Obama Fights Release of 2,000 US Torture Photos
December 19, 2015
Jonathan Turley / JonathanTurley.org & Ewan Palmer / International Business Times
President Obama once pledged that his government would be the most transparent in history -- a claim that is often mocked by civil libertarians and other critics who accuse him of almost Nixonian secrecy policies and inclinations. The Administration continues to fight to withhold over 2,000 images of torture and abuse of detainees in Iraq and Afghanistan simply because it would make the United States look bad.

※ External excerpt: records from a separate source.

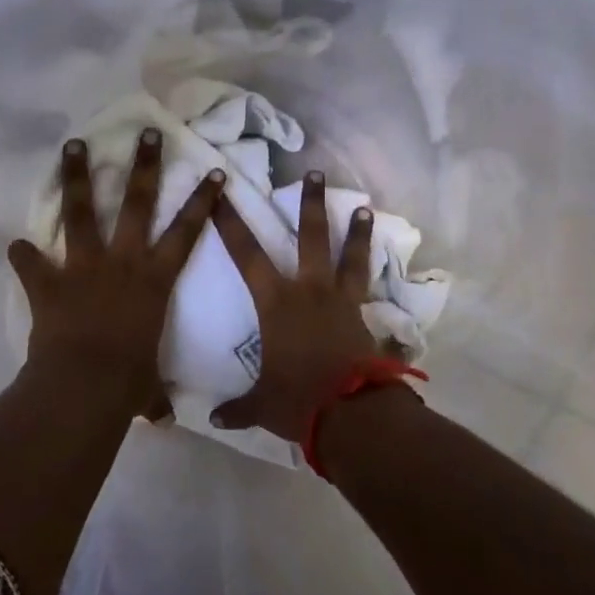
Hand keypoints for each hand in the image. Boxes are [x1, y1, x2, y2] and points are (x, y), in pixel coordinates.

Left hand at [8, 130, 223, 419]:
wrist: (86, 385)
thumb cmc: (129, 382)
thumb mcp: (148, 387)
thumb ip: (153, 394)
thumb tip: (162, 417)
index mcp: (155, 280)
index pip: (187, 232)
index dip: (202, 202)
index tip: (214, 172)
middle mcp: (123, 261)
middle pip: (136, 203)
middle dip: (143, 165)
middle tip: (147, 133)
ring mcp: (84, 266)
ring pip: (81, 211)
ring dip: (77, 176)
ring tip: (73, 144)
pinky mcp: (50, 281)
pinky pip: (31, 262)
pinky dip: (23, 255)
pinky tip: (14, 244)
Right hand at [208, 170, 379, 440]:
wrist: (350, 412)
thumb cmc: (297, 400)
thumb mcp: (261, 405)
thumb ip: (238, 407)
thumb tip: (214, 420)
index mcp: (275, 303)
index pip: (246, 254)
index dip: (231, 224)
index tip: (223, 194)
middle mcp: (309, 291)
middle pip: (309, 237)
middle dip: (309, 203)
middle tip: (314, 173)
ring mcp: (340, 301)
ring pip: (348, 256)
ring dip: (355, 231)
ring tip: (364, 208)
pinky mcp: (363, 317)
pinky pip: (368, 288)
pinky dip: (374, 276)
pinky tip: (381, 266)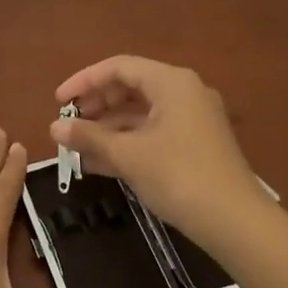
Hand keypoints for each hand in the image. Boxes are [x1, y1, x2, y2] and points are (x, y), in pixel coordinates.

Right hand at [52, 56, 264, 247]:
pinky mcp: (194, 145)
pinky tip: (98, 164)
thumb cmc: (178, 176)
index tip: (57, 102)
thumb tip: (54, 127)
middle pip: (130, 88)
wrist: (234, 220)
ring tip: (76, 147)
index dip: (84, 81)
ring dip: (107, 128)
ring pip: (140, 114)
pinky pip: (152, 134)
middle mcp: (184, 93)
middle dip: (96, 105)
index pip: (119, 67)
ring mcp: (192, 120)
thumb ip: (89, 137)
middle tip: (68, 125)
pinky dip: (126, 144)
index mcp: (171, 83)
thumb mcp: (128, 155)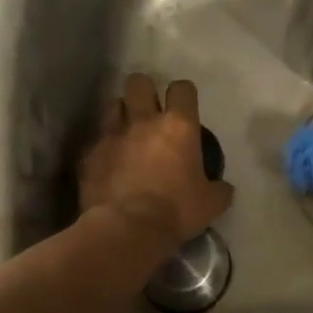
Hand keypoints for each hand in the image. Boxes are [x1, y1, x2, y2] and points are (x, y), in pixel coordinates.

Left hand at [79, 74, 233, 251]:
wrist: (126, 230)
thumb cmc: (175, 211)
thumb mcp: (211, 203)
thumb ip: (219, 189)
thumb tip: (223, 188)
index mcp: (179, 126)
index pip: (182, 89)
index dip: (184, 94)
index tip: (185, 108)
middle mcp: (144, 121)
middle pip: (139, 82)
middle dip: (144, 91)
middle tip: (150, 111)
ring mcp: (112, 135)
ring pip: (112, 104)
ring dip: (121, 115)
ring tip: (127, 134)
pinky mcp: (88, 154)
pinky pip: (95, 141)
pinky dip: (102, 148)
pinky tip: (108, 165)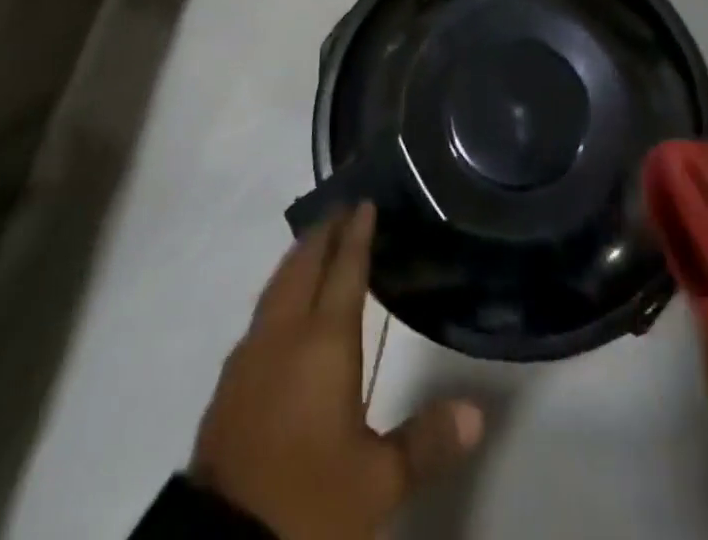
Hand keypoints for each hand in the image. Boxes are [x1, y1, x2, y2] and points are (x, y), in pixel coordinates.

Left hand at [192, 204, 483, 539]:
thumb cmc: (307, 504)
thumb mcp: (376, 483)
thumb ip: (425, 440)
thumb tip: (477, 412)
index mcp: (324, 342)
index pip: (344, 271)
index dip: (357, 234)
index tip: (365, 203)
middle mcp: (284, 333)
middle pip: (304, 265)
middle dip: (325, 233)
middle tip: (343, 210)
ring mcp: (251, 355)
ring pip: (277, 285)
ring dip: (299, 258)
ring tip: (316, 244)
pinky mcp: (230, 382)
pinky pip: (262, 312)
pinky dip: (280, 290)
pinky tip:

Obama Administration Fights To Withhold Over
2,000 Photos Of Alleged US Torture and Abuse
Jonathan Turley / JonathanTurley.org
WASHINGTON, DC (December 15, 2015) -- President Obama once pledged that his government would be the most transparent in history -- a claim that is often mocked by civil libertarians and other critics who accuse him of almost Nixonian secrecy policies and inclinations. That troubling record is playing out again before US District Court Judge Alvin K. Hellerstein of the United States District Court for the Southern District of New York.
The Administration continues to fight to withhold over 2,000 images of torture and abuse of detainees in Iraq and Afghanistan simply because it would make the United States look bad. Ironically, there is a transparent element to this case.
Few Administrations have been so transparently obvious in their use of classification rule to simply bar the disclosure of information that would be embarrassing to officials or the government.
Usually, the Justice Department attempts to spin a tale of some other national security rationale for non-disclosure. Here, however, there is nothing even plausible to come up with.
The Obama Administration simply wants to deep six the photos because people would be really angry if they saw what the government did, including photos that are believed to be far worse than those Abu Ghraib (like the one above).
Hellerstein gave the Justice Department until December 12th to come a rational explanation why each individual photograph has been withheld from the public. In 2009, Obama insisted that disclosing the photos would "further inflame anti-American opinion."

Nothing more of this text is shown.